Faculty Members

There shall be a minimum of four (4) faculty representatives to the Council (three-year term, renewable). Two shall be selected from the Engineering, one shall be selected from Life Sciences, and one shall be selected from the Johnson School or Dyson School.

David Putnam, PhD

Professor, Biomedical Engineering/ Chemical and Biomolecular Engineering

David Putnam joined the College of Engineering at Cornell University in 2002. Prior to joining the engineering faculty, he was an NIH postdoctoral fellow in the Department of Chemical Engineering at MIT in the laboratory of Professor Robert Langer. From 2000 until 2002, he held a joint appointment with MIT and as a Scientific co-Founder of a startup company, TransForm Pharmaceuticals, Inc., which was acquired by Johnson & Johnson in March, 2005. In 2008-2009 he was an Entrepreneur-in-Residence at PureTech Ventrures in Boston, MA where he focused on emerging technologies in the field of drug delivery. He is currently a member of seven Editorial Advisory Boards including Pharmaceutical Research, Journal of Controlled Release, Analytical Biochemistry and Experimental Biology and Medicine. His funding sources include NIH, NSF, the Coulter Foundation and the Department of Defense. He is a Fellow of AIMBE (reserved for the top 2% of Biomedical Engineers in the United States) and the Coulter Foundation. He received his B.S. in Pharmacy from Union University and his Ph.D. in Pharmaceutical Chemistry from the University of Utah.

 

Emmanuel Giannelis, PhD

Associate Dean, College of Engineering

Dr. Emmanuel Giannelis is the Co-Director of the Air Force Research Laboratory (AFRL) Regional Network – Mid-Atlantic. He plays a pivotal role in directing the Network’s strategy, development, and innovation across its members. As Cornell’s Walter R. Read Professor of Engineering, Dr. Giannelis steers collaborations between Cornell Engineering and Weill Cornell Medicine as the Founding Director of Engineering Innovations in Medicine at Cornell University, a pioneering hub that synergizes education, research, translation, and commercialization at the nexus of engineering and medicine.

Prior to his current roles, Dr. Giannelis was Cornell’s Vice President for Research and Innovation where he led the university’s efforts to enhance technology commercialization, startup creation, and economic development. His career at Cornell also includes positions as Vice Provost for Research and Associate Dean for Research where he promoted innovation and entrepreneurship among graduate students.

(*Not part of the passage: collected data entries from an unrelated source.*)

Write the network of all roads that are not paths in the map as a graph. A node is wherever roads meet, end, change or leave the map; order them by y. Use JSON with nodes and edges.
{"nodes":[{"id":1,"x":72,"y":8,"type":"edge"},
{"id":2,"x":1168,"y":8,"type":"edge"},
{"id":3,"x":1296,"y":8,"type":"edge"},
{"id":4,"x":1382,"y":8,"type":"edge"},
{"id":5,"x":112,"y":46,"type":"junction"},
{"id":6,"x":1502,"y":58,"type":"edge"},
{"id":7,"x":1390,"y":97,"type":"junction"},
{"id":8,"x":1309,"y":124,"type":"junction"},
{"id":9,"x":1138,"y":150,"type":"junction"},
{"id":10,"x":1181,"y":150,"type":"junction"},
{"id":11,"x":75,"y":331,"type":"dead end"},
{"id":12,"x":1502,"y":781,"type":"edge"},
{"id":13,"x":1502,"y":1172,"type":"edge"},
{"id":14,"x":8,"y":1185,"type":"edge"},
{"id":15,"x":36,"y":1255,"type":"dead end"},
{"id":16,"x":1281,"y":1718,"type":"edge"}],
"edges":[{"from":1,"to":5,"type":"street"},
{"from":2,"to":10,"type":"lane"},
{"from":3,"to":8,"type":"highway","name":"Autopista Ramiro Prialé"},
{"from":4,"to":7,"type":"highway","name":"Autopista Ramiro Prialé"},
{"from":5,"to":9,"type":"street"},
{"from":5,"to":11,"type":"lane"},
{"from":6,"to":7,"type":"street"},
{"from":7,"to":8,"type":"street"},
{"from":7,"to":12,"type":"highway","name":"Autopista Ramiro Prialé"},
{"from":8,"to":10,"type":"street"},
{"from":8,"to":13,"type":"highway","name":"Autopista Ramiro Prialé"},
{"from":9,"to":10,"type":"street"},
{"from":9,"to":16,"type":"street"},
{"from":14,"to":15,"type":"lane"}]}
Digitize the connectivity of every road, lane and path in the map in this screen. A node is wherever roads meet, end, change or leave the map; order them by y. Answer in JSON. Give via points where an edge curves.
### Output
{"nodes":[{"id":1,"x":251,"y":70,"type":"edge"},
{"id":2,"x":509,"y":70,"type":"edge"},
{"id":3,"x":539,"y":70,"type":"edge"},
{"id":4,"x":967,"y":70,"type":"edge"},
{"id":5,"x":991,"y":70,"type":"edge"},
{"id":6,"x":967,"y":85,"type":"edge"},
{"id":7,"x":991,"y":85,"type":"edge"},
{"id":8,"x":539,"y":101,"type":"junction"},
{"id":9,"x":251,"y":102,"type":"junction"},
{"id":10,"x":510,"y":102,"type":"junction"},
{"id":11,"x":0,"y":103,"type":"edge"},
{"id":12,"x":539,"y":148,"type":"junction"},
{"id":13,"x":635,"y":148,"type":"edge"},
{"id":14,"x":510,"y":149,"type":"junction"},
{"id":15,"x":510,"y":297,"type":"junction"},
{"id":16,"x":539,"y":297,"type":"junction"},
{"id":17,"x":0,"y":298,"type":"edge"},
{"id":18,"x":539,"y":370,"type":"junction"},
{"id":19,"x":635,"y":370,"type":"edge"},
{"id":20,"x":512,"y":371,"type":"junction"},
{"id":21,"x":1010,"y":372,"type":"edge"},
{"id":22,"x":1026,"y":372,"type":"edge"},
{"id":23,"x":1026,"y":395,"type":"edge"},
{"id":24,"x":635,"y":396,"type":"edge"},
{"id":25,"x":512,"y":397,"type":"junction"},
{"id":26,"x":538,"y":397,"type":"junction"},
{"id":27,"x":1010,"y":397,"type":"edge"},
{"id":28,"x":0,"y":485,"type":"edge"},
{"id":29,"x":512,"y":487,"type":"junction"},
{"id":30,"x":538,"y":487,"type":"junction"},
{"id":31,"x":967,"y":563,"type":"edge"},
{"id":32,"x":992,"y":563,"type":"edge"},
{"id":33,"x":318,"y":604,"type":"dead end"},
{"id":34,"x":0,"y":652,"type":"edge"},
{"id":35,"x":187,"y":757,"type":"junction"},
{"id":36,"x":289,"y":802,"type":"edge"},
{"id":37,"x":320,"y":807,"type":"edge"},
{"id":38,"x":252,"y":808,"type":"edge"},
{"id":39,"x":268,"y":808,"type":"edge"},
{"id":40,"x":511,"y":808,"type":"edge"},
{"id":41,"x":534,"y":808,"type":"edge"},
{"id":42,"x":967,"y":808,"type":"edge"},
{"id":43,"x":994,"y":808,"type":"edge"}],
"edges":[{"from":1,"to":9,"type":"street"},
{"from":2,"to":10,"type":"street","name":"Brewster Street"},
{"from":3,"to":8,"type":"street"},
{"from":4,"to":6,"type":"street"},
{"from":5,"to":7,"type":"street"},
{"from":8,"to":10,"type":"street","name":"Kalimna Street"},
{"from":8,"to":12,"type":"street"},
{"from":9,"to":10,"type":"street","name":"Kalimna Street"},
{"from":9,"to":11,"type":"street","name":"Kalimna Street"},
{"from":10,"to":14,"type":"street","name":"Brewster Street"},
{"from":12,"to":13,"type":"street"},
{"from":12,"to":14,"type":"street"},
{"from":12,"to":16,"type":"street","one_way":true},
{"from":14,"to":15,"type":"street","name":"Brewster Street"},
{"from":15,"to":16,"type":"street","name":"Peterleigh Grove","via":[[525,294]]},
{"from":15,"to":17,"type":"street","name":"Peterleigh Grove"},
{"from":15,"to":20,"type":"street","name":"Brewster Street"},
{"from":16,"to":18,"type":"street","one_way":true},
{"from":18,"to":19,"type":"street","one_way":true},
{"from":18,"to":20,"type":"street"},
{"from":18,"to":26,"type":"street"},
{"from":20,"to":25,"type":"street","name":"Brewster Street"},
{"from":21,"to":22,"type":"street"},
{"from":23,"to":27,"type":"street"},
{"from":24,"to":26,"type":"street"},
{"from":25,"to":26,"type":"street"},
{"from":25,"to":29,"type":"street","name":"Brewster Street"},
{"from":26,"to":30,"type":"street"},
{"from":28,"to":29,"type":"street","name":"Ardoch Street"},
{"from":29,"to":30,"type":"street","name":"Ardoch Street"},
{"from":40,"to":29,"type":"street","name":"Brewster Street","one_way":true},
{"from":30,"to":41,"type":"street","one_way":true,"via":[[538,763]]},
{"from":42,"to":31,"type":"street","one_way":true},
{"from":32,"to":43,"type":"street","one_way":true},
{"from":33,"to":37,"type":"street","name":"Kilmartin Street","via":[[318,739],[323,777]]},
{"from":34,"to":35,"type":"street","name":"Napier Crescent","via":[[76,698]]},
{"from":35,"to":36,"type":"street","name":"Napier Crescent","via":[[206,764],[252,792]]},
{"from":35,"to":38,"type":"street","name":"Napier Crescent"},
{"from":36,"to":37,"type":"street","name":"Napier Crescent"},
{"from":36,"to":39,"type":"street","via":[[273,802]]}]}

Dr. Giannelis’s research is concentrated on nanomaterials with applications in energy, biomedical, and environmental fields, and his group is globally recognized as a leader in nanohybrids and nanocomposites.

Zachary Shulman, JD

Director of Entrepreneurship at Cornell and Senior Lecturer at the Johnson Graduate School of Management

Zach Shulman has been Director of Entrepreneurship at Cornell since October 2013 and a Managing Partner at Cayuga Venture Fund since 2004.  Prior to his current roles, Zach was a Senior Lecturer at Cornell’s Johnson Graduate School of Management and headed up many entrepreneurship-related programmatic activities there.  Prior to that, Zach was a corporate lawyer in Boston and Ithaca and also General Counsel at a tech company that raised boatloads of venture capital in 1999 and 2000; ultimately, Zach took that company through bankruptcy.  Zach earned a Bachelor of Science from the Cornell University School of Industrial and Labor Relations and graduated from Cornell University Law School, magna cum laude.

 

 

 

Julia Thom Levy, PhD

Julia Thom-Levy is a Professor of Physics at Cornell University, where she has been a faculty member since 2005. She is a leading experimental particle physicist specializing in Heavy Quark Physics, Hadron Collider Physics, and Solid State Detectors for Particle Physics, with a primary research focus on data analysis at the Compact Muon Solenoid (CMS) experiment at the Large Hadron Collider (LHC) at CERN. Julia held several key leadership roles at Cornell, including: Vice Provost for Academic Innovation (2017–2023): Where she led the creation of the Center for Teaching Innovation (CTI) and expanded the Active Learning Initiative across the College of Arts and Sciences, Associate Vice Provost for Research in the Physical Sciences (2022–2024), Deputy Director of the Cornell Laboratory for Accelerator-Based Science and Education (CLASSE) and Chair of the Physics Department (2025–present)Her research also extends into X-ray science, electron microscopy, and the scientific study of cultural heritage objects using synchrotron X-rays, often in collaboration with art historians and archaeologists.